Le sel de la licence a toujours été son système de combat intégré dans un environnement quotidien. La distinction faite, l’ère de jeu d’action et de simulation urbaine ne communiquent plus et c’est vite l’ennui qui triomphe. D’autant que le TPS de Sega se révèle vite foireux avec ses caméras baladeuses et sa visée mal fichue. On se retrouve ainsi devant une vague version « yakuzée » de Dead rising, avec un sous gameplay bancal et confus dont il faut les frais du bâclage dans des niveaux mal adaptés montrant vite leurs limites ; même si le jeu a beau vouloir utiliser les décors ou varier les armes et les ennemis. Inutile alors de vouloir se rattraper sur le reste (l’intrigue et le sim life), qui n’invite pas à l’investissement quand un large tronçon du jeu n’amuse pas, voire même devient vite assez gonflant. Le casting est pourtant bien là, comme le petit bout de Tokyo où depuis le temps on a pris nos habitudes, mais la tentative de migration sur les terres d’un autre genre dissimule mal la paresse d’une série à bout de souffle. Le choix même du mort-vivant, usé jusqu’à la corde de la corde, pouvait difficilement dire autre chose, sinon être une parfaite contradiction à cet univers homogène.

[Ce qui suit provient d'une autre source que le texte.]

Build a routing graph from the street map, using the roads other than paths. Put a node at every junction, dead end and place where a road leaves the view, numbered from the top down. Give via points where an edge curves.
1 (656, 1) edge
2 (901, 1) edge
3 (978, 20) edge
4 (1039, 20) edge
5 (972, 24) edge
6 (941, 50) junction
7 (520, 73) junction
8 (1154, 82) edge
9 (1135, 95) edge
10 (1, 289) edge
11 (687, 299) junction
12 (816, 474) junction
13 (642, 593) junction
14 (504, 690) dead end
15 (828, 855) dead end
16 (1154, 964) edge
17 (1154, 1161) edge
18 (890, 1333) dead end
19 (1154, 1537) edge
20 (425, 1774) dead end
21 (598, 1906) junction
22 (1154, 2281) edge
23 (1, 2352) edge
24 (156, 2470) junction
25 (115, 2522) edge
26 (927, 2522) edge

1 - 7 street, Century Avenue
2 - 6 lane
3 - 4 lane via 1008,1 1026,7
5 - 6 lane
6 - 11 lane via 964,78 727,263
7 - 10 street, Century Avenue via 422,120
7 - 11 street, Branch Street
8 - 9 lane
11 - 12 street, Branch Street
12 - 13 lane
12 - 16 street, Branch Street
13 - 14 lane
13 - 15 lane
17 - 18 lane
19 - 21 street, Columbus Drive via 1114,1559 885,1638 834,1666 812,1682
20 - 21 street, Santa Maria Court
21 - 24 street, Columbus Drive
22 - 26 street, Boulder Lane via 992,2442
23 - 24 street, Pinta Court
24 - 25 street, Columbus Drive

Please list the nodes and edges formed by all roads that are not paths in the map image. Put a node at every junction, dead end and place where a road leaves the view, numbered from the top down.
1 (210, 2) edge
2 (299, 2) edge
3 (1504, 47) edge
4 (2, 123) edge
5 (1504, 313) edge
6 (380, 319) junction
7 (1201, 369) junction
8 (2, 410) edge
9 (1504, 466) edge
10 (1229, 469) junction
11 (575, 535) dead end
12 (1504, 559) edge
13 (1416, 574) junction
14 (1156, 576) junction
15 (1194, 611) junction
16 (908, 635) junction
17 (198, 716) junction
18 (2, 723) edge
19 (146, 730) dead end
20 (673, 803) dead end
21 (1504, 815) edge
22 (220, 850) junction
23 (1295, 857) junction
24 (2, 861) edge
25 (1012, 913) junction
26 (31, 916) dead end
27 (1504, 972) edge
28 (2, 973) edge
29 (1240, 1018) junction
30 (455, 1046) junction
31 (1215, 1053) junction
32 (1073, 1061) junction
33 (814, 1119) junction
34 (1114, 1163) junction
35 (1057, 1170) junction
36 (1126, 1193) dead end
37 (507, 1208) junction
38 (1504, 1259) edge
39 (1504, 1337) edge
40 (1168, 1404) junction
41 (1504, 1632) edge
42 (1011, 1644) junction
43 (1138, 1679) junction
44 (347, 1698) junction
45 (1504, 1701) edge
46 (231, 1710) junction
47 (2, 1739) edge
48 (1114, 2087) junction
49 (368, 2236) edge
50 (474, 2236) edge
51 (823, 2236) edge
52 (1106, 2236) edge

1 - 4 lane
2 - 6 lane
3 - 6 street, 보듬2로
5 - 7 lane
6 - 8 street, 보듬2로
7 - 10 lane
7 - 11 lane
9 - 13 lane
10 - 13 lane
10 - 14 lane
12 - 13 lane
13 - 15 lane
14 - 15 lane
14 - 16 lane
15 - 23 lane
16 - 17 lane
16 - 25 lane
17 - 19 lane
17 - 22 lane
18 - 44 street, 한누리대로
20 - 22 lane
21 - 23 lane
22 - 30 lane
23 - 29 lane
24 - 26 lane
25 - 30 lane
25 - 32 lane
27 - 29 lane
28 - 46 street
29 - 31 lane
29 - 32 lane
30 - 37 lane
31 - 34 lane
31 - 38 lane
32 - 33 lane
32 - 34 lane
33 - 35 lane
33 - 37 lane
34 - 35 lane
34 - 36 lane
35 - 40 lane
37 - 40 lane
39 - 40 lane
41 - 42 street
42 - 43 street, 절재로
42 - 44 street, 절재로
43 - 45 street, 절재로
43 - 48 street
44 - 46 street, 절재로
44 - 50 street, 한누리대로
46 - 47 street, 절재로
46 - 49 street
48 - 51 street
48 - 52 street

Ironiquement, cet épisode de transition (avant un cinquième qui devrait revenir à la formule qu’on connait et faire voyager Kazuma Kiryu hors de Shinjuku) porte bien son nom. Les âmes mortes du jeu c’est lui. Personne n’est dupe des décors apocalyptiques qui ne sont qu’un vague maquillage des anciens qu’on connait par coeur. Pas plus des mêmes routines de jeu (dating, mini game, sim life) qui sans la baston ne donnent plus envie d’errer dans les ruelles de la ville, et donc d’aller faire quelques pauses en bonne compagnie ou juste boire un verre. Le concept vidé de son essence, même les personnages perdent de leur charisme : à quoi bon continuer à s’y intéresser dès lors que tout le reste ne suit plus. Qu’on n’a plus envie d’habiter là, de passer des heures sur des quêtes absurdes à jouer aux UFO catcher pour sauver une fillette en détresse. Nagoshi et son équipe, probablement déjà le nez sur le tout aussi médiocre Binary domain, a certainement imaginé que la pseudo coolitude du zombie était une manière de transgresser l’univers de Ryu Ga Gotoku sans trop se foulée. Il ne faut pas s’étonner que le jeu ressemble à la nouvelle tendance frileuse d’une large production japonaise qui va bien au-delà du jeu vidéo. Nagoshi ne pouvait décidément choisir meilleur titre pour se mettre une balle dans le pied.